In a stinging editorial piece he wrote for the Financial Post, Solomon opines that PM Trudeau’s statements at the closing of the G7 Economic Summit in June were calculated and that the Liberals are now in campaign mode to win votes – at the expense of our country’s economy and well-being. He writes: “Canadians are polite, we’re reasonable, but we also will not be pushed around,” Trudeau grandstanded as soon as Trump turned his back. It’s a brilliant political strategy. By playing to the Canadian public at Trump’s expense, Trudeau’s popularity has soared. But although Trudeau may be winning in the polls, Canadians are wrong to think Trudeau is winning for them.”

Perhaps the most critical assessment of the PM and Liberals’ trade negotiations efforts comes from Conservative MP Max Bernier when he baldly states that Justin Trudeau has “totally bungled our trade relationship with the US.” Bernier says, “You would think they deliberately wanted these negotiations to fail! The purpose of free trade is not to enshrine social programs and to virtue signal how “progressive” you are. It’s to remove trade barriers and allow businesses and consumers to exchange goods and services freely!”

Bernier continues, “…instead of thinking strategically, Trudeau and his minister Chrystia Freeland stupidly opened negotiations with new demands related to gender and aboriginal issues, labour rights and climate change.”

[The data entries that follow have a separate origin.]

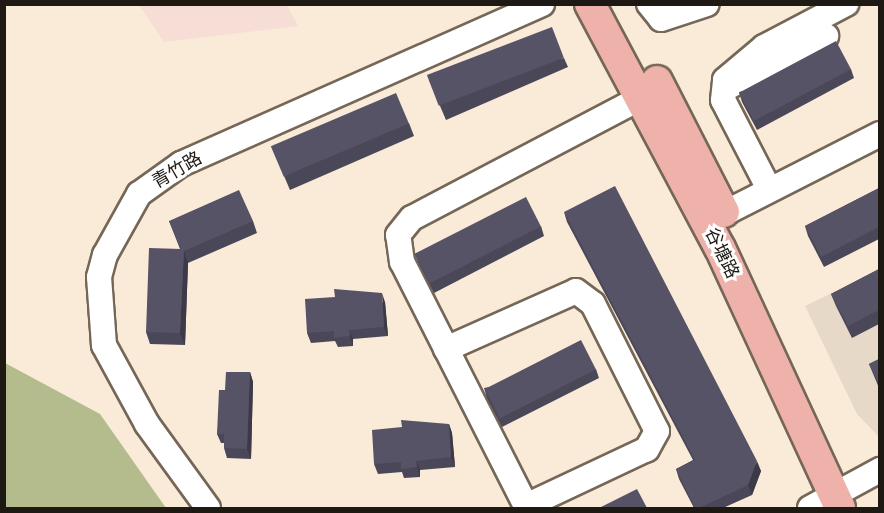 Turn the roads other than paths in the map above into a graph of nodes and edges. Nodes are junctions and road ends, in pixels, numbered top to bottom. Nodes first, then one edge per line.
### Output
1 (526, 4) edge
2 (542, 4) edge
3 (590, 4) edge
4 (614, 4) edge
5 (649, 4) edge
6 (707, 4) edge
7 (846, 4) edge
8 (826, 36) dead end
9 (722, 90) junction
10 (642, 98) junction
11 (879, 134) edge
12 (769, 189) junction
13 (725, 213) junction
14 (446, 350) junction
15 (879, 470) edge
16 (847, 500) edge
17 (526, 507) edge
18 (199, 508) edge
19 (208, 508) edge

1 - 18 street, 青竹路
2 - 19 street, 青竹路
3 - 10 main road, 谷塘路
4 - 13 main road, 谷塘路
5 - 6 street
7 - 9 street
8 - 9 street
9 - 12 street
10 - 14 street
10 - 16 main road, 谷塘路
11 - 12 street
12 - 13 street
13 - 16 main road, 谷塘路
14 - 17 street
14 - 17 street
15 - 16 street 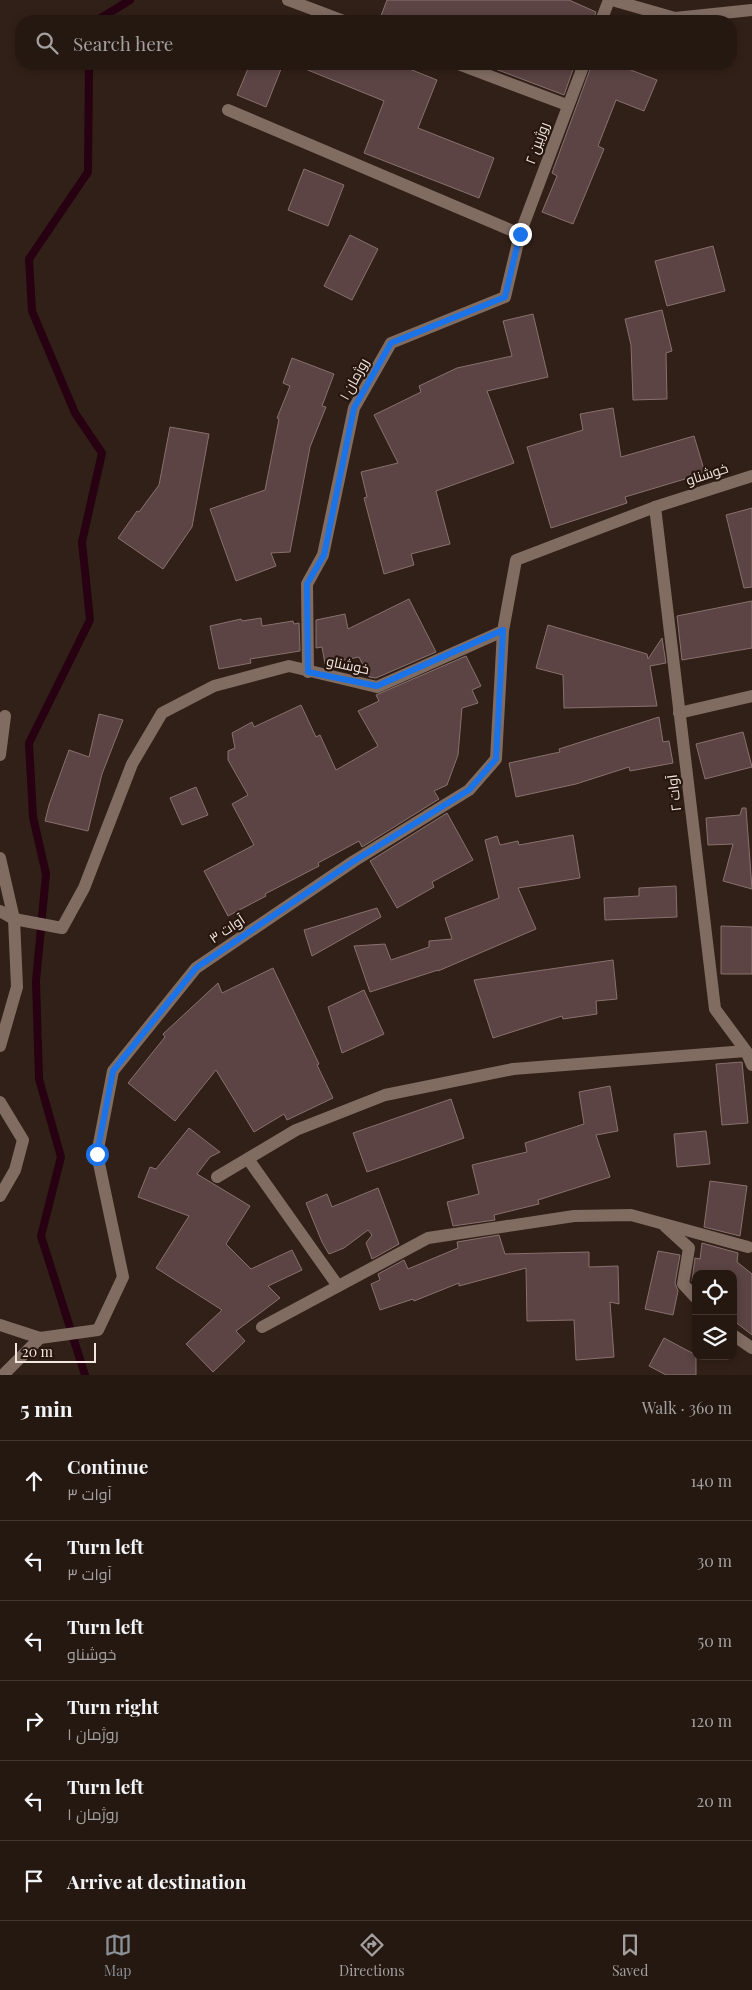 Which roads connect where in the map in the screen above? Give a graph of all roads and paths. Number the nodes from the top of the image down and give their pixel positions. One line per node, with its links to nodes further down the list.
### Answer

This criticism echoes the assessment of former PM Stephen Harper who questioned the Liberals’ trade approach in a private October 2017 letter he penned to his business clients. Mr. Harper observed that the Liberals were “napping on NAFTA” and criticized their position for: 1) rejecting too quickly the opening proposals made by U.S. negotiators; 2) insisting on negotiating alongside Mexico; and, 3) promoting progressive priorities like labour, gender, aboriginal and environmental issues.

However, Max Bernier takes this argument further when he impugns political motives in the Liberals actions: “Trudeau is counting on this fight with our neighbour to prop up his popularity by appealing to Canadian patriotism, and perhaps call a snap election in the fall.”

Former Conservative finance minister Joe Oliver claims in using the trade talks as a play for votes that, “Trudeau has left us vulnerable to NAFTA failure he made more likely.”

“He rebuked a notoriously sensitive president, virtue-signaled our self-proclaimed moral superiority and pestered the U.S. Administration with dead-on-arrival progressive obsessions that have been rejected by our trading partners around the world.”

Oliver claims: “His [PM Trudeau’s] NAFTA negotiating strategy seems based as much on protecting sacrosanct industries, like supply management, as achieving a more comprehensive free trade deal that would broaden access to the vast U.S. market.”

The last critical word on Canada’s trade tactics goes to a tweet from David Jacobs (@DrJacobsRad), a conservative commentator, who wryly observes: “Celebrating Trudeau for taking an aggressive stance in the current trade war with the USA is like celebrating an arsonist for putting out a blaze that he started.”